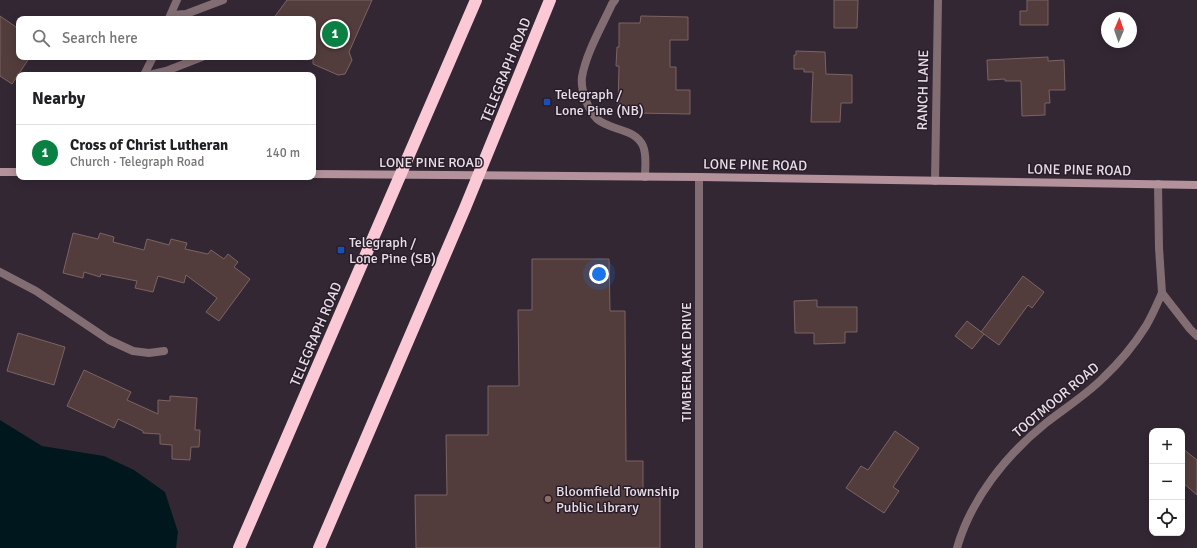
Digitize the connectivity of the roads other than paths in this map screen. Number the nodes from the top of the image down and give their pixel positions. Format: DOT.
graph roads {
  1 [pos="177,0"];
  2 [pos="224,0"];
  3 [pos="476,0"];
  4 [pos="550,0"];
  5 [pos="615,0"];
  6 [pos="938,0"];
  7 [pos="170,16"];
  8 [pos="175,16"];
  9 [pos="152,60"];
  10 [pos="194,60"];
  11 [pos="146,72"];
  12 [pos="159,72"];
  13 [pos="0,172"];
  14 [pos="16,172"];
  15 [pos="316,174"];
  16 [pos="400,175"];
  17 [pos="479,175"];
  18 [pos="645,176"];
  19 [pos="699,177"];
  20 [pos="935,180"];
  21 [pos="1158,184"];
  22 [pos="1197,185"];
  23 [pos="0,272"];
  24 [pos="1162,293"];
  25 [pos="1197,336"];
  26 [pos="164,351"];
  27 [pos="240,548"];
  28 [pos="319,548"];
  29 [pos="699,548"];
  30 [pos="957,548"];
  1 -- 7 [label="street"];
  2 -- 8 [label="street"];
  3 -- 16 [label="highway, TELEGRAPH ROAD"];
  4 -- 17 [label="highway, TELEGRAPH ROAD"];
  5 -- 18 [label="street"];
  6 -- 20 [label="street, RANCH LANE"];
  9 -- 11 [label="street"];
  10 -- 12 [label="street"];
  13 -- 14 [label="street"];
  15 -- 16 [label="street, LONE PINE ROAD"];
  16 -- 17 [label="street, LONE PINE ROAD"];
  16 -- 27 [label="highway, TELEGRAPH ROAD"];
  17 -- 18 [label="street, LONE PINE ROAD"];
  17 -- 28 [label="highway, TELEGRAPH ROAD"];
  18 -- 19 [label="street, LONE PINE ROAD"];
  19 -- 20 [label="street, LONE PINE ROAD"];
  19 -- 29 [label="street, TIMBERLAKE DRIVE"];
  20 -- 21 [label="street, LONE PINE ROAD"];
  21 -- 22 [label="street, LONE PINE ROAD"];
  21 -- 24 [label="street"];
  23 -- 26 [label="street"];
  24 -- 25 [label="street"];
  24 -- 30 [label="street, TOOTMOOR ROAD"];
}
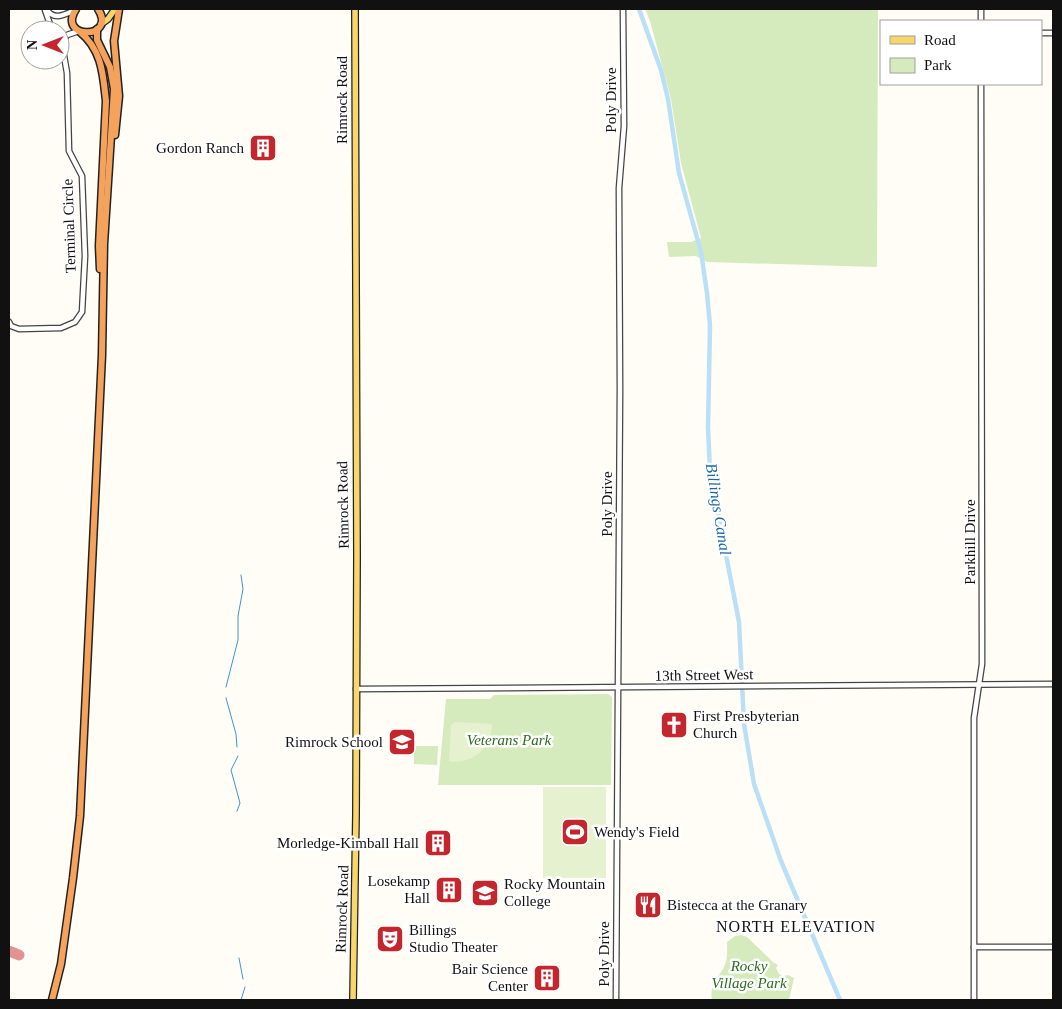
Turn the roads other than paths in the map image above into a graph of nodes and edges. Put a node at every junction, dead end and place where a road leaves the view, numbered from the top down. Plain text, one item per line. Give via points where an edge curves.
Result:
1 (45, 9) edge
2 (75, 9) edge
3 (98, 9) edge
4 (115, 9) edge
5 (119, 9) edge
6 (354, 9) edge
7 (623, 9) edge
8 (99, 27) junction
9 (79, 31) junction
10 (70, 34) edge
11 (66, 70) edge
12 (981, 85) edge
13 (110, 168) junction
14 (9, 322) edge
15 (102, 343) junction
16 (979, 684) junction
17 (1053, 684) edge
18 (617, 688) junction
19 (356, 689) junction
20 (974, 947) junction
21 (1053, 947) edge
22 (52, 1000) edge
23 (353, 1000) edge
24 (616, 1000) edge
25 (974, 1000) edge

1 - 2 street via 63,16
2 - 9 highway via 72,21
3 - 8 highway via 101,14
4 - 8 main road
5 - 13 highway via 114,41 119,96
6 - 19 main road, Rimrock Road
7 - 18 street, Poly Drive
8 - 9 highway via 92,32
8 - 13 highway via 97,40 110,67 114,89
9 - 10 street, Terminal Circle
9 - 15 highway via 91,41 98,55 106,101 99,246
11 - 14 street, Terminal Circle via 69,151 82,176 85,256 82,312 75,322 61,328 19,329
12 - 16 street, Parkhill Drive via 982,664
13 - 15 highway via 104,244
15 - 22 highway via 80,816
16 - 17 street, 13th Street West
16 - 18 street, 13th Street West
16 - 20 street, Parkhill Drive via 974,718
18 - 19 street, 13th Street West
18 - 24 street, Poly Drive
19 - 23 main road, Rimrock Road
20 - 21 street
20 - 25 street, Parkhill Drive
---
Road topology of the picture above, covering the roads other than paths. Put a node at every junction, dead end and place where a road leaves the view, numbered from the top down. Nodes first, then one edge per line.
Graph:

ABOUT THIS TASK: Give the number of lines in the records that contain the word "above", and write nothing else.

REPLY: 2